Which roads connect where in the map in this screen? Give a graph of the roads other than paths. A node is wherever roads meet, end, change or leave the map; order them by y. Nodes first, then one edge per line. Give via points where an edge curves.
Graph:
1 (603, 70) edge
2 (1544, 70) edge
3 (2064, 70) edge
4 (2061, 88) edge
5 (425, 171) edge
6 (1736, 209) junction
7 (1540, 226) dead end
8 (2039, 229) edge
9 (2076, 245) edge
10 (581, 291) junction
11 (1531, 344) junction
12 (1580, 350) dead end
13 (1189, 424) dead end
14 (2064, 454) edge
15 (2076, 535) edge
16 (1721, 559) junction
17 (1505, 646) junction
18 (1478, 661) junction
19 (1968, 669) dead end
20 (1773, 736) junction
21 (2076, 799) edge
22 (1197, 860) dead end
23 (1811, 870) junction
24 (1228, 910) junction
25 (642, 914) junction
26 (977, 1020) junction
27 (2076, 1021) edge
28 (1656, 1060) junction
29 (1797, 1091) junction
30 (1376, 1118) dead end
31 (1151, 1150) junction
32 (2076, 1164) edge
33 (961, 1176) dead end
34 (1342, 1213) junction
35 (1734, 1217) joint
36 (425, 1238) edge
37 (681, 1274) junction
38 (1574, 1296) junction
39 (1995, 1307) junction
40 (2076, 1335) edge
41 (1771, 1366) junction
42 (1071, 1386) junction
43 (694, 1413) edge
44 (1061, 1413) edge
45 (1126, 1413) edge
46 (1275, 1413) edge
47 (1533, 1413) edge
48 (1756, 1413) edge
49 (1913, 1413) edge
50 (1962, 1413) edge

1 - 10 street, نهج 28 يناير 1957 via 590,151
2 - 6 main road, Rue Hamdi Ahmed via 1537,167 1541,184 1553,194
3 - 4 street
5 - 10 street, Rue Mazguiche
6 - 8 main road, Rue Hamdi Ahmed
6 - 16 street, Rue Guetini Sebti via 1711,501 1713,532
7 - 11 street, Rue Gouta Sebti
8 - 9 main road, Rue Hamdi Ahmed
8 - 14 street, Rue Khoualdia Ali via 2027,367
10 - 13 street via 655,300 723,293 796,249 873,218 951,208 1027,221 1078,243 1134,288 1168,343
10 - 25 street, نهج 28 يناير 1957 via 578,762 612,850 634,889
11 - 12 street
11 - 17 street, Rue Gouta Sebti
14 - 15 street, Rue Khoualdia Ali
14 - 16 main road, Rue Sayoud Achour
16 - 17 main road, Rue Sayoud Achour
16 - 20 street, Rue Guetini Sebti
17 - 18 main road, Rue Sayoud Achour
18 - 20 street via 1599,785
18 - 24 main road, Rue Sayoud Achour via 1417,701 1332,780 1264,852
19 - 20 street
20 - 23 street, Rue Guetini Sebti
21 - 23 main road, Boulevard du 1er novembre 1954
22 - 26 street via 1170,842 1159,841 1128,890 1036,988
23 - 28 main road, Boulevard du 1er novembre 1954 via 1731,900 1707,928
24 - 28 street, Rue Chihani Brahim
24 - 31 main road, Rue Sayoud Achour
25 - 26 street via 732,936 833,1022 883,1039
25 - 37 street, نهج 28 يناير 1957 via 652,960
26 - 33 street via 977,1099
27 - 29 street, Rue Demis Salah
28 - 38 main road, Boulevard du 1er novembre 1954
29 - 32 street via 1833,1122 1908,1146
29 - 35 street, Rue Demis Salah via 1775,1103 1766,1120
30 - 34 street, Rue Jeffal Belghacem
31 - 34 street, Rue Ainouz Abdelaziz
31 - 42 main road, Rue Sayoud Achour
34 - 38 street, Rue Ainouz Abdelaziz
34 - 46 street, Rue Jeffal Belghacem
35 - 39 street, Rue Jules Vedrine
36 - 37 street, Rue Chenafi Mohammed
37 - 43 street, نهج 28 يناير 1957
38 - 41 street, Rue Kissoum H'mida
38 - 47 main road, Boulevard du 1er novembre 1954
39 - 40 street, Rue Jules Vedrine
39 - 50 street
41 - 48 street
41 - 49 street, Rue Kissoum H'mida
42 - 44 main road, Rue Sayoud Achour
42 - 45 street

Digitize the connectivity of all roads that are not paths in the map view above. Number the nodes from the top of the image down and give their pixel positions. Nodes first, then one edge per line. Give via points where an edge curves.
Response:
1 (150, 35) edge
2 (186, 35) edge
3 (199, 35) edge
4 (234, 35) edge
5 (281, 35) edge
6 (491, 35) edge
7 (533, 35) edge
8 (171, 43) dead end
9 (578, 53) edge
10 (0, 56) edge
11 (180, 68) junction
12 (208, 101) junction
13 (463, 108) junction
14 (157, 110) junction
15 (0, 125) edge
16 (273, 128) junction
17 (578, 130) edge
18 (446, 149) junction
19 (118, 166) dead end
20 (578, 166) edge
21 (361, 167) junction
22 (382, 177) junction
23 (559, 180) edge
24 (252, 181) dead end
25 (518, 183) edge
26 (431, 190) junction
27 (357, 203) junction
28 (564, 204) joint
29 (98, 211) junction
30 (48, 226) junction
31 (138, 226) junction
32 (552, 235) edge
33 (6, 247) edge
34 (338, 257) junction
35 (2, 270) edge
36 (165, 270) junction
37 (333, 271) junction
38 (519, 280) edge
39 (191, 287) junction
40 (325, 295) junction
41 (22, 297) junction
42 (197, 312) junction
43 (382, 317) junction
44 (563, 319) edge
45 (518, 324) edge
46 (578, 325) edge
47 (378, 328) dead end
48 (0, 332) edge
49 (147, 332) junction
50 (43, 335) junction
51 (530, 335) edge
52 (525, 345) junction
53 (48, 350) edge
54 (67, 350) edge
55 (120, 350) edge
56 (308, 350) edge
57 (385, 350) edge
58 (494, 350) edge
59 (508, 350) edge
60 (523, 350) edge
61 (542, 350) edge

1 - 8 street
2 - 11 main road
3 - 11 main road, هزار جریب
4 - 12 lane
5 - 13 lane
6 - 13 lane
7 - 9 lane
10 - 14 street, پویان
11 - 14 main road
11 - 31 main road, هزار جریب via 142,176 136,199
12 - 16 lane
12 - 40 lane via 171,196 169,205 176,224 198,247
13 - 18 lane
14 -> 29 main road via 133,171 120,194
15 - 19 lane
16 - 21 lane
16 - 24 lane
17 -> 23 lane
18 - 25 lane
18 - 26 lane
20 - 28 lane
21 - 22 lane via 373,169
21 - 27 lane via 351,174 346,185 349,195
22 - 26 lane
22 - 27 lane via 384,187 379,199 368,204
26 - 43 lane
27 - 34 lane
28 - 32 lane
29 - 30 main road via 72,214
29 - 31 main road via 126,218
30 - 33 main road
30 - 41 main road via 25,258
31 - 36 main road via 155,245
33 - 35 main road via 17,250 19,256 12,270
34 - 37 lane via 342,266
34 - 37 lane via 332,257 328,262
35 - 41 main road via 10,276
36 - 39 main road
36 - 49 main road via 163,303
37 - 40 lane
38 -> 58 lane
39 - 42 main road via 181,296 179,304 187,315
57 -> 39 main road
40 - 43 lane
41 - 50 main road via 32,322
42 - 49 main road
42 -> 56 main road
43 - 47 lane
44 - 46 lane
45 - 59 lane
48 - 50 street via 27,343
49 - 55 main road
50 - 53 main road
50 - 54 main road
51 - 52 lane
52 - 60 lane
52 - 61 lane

» **PROMPT**
Write out every entry word for word.

» **EXERCISE SOLUTION**
Which roads connect where in the map in this screen? Give a graph of the roads other than paths. A node is wherever roads meet, end, change or leave the map; order them by y. Nodes first, then one edge per line. Give via points where an edge curves.
Graph:
1 (603, 70) edge
2 (1544, 70) edge
3 (2064, 70) edge
4 (2061, 88) edge
5 (425, 171) edge
6 (1736, 209) junction
7 (1540, 226) dead end
8 (2039, 229) edge
9 (2076, 245) edge
10 (581, 291) junction
11 (1531, 344) junction
12 (1580, 350) dead end
13 (1189, 424) dead end
14 (2064, 454) edge
15 (2076, 535) edge
16 (1721, 559) junction
17 (1505, 646) junction
18 (1478, 661) junction
19 (1968, 669) dead end
20 (1773, 736) junction
21 (2076, 799) edge
22 (1197, 860) dead end
23 (1811, 870) junction
24 (1228, 910) junction
25 (642, 914) junction
26 (977, 1020) junction
27 (2076, 1021) edge
28 (1656, 1060) junction
29 (1797, 1091) junction
30 (1376, 1118) dead end
31 (1151, 1150) junction
32 (2076, 1164) edge
33 (961, 1176) dead end
34 (1342, 1213) junction
35 (1734, 1217) joint
36 (425, 1238) edge
37 (681, 1274) junction
38 (1574, 1296) junction
39 (1995, 1307) junction
40 (2076, 1335) edge
41 (1771, 1366) junction
42 (1071, 1386) junction
43 (694, 1413) edge
44 (1061, 1413) edge
45 (1126, 1413) edge
46 (1275, 1413) edge
47 (1533, 1413) edge
48 (1756, 1413) edge
49 (1913, 1413) edge
50 (1962, 1413) edge

1 - 10 street, نهج 28 يناير 1957 via 590,151
2 - 6 main road, Rue Hamdi Ahmed via 1537,167 1541,184 1553,194
3 - 4 street
5 - 10 street, Rue Mazguiche
6 - 8 main road, Rue Hamdi Ahmed
6 - 16 street, Rue Guetini Sebti via 1711,501 1713,532
7 - 11 street, Rue Gouta Sebti
8 - 9 main road, Rue Hamdi Ahmed
8 - 14 street, Rue Khoualdia Ali via 2027,367
10 - 13 street via 655,300 723,293 796,249 873,218 951,208 1027,221 1078,243 1134,288 1168,343
10 - 25 street, نهج 28 يناير 1957 via 578,762 612,850 634,889
11 - 12 street
11 - 17 street, Rue Gouta Sebti
14 - 15 street, Rue Khoualdia Ali
14 - 16 main road, Rue Sayoud Achour
16 - 17 main road, Rue Sayoud Achour
16 - 20 street, Rue Guetini Sebti
17 - 18 main road, Rue Sayoud Achour
18 - 20 street via 1599,785
18 - 24 main road, Rue Sayoud Achour via 1417,701 1332,780 1264,852
19 - 20 street
20 - 23 street, Rue Guetini Sebti
21 - 23 main road, Boulevard du 1er novembre 1954
22 - 26 street via 1170,842 1159,841 1128,890 1036,988
23 - 28 main road, Boulevard du 1er novembre 1954 via 1731,900 1707,928
24 - 28 street, Rue Chihani Brahim
24 - 31 main road, Rue Sayoud Achour
25 - 26 street via 732,936 833,1022 883,1039
25 - 37 street, نهج 28 يناير 1957 via 652,960
26 - 33 street via 977,1099
27 - 29 street, Rue Demis Salah
28 - 38 main road, Boulevard du 1er novembre 1954
29 - 32 street via 1833,1122 1908,1146
29 - 35 street, Rue Demis Salah via 1775,1103 1766,1120
30 - 34 street, Rue Jeffal Belghacem
31 - 34 street, Rue Ainouz Abdelaziz
31 - 42 main road, Rue Sayoud Achour
34 - 38 street, Rue Ainouz Abdelaziz
34 - 46 street, Rue Jeffal Belghacem
35 - 39 street, Rue Jules Vedrine
36 - 37 street, Rue Chenafi Mohammed
37 - 43 street, نهج 28 يناير 1957
38 - 41 street, Rue Kissoum H'mida
38 - 47 main road, Boulevard du 1er novembre 1954
39 - 40 street, Rue Jules Vedrine
39 - 50 street
41 - 48 street
41 - 49 street, Rue Kissoum H'mida
42 - 44 main road, Rue Sayoud Achour
42 - 45 street

Digitize the connectivity of all roads that are not paths in the map view above. Number the nodes from the top of the image down and give their pixel positions. Nodes first, then one edge per line. Give via points where an edge curves.
Response:
1 (150, 35) edge
2 (186, 35) edge
3 (199, 35) edge
4 (234, 35) edge
5 (281, 35) edge
6 (491, 35) edge
7 (533, 35) edge
8 (171, 43) dead end
9 (578, 53) edge
10 (0, 56) edge
11 (180, 68) junction
12 (208, 101) junction
13 (463, 108) junction
14 (157, 110) junction
15 (0, 125) edge
16 (273, 128) junction
17 (578, 130) edge
18 (446, 149) junction
19 (118, 166) dead end
20 (578, 166) edge
21 (361, 167) junction
22 (382, 177) junction
23 (559, 180) edge
24 (252, 181) dead end
25 (518, 183) edge
26 (431, 190) junction
27 (357, 203) junction
28 (564, 204) joint
29 (98, 211) junction
30 (48, 226) junction
31 (138, 226) junction
32 (552, 235) edge
33 (6, 247) edge
34 (338, 257) junction
35 (2, 270) edge
36 (165, 270) junction
37 (333, 271) junction
38 (519, 280) edge
39 (191, 287) junction
40 (325, 295) junction
41 (22, 297) junction
42 (197, 312) junction
43 (382, 317) junction
44 (563, 319) edge
45 (518, 324) edge
46 (578, 325) edge
47 (378, 328) dead end
48 (0, 332) edge
49 (147, 332) junction
50 (43, 335) junction
51 (530, 335) edge
52 (525, 345) junction
53 (48, 350) edge
54 (67, 350) edge
55 (120, 350) edge
56 (308, 350) edge
57 (385, 350) edge
58 (494, 350) edge
59 (508, 350) edge
60 (523, 350) edge
61 (542, 350) edge

1 - 8 street
2 - 11 main road
3 - 11 main road, هزار جریب
4 - 12 lane
5 - 13 lane
6 - 13 lane
7 - 9 lane
10 - 14 street, پویان
11 - 14 main road
11 - 31 main road, هزار جریب via 142,176 136,199
12 - 16 lane
12 - 40 lane via 171,196 169,205 176,224 198,247
13 - 18 lane
14 -> 29 main road via 133,171 120,194
15 - 19 lane
16 - 21 lane
16 - 24 lane
17 -> 23 lane
18 - 25 lane
18 - 26 lane
20 - 28 lane
21 - 22 lane via 373,169
21 - 27 lane via 351,174 346,185 349,195
22 - 26 lane
22 - 27 lane via 384,187 379,199 368,204
26 - 43 lane
27 - 34 lane
28 - 32 lane
29 - 30 main road via 72,214
29 - 31 main road via 126,218
30 - 33 main road
30 - 41 main road via 25,258
31 - 36 main road via 155,245
33 - 35 main road via 17,250 19,256 12,270
34 - 37 lane via 342,266
34 - 37 lane via 332,257 328,262
35 - 41 main road via 10,276
36 - 39 main road
36 - 49 main road via 163,303
37 - 40 lane
38 -> 58 lane
39 - 42 main road via 181,296 179,304 187,315
57 -> 39 main road
40 - 43 lane
41 - 50 main road via 32,322
42 - 49 main road
42 -> 56 main road
43 - 47 lane
44 - 46 lane
45 - 59 lane
48 - 50 street via 27,343
49 - 55 main road
50 - 53 main road
50 - 54 main road
51 - 52 lane
52 - 60 lane
52 - 61 lane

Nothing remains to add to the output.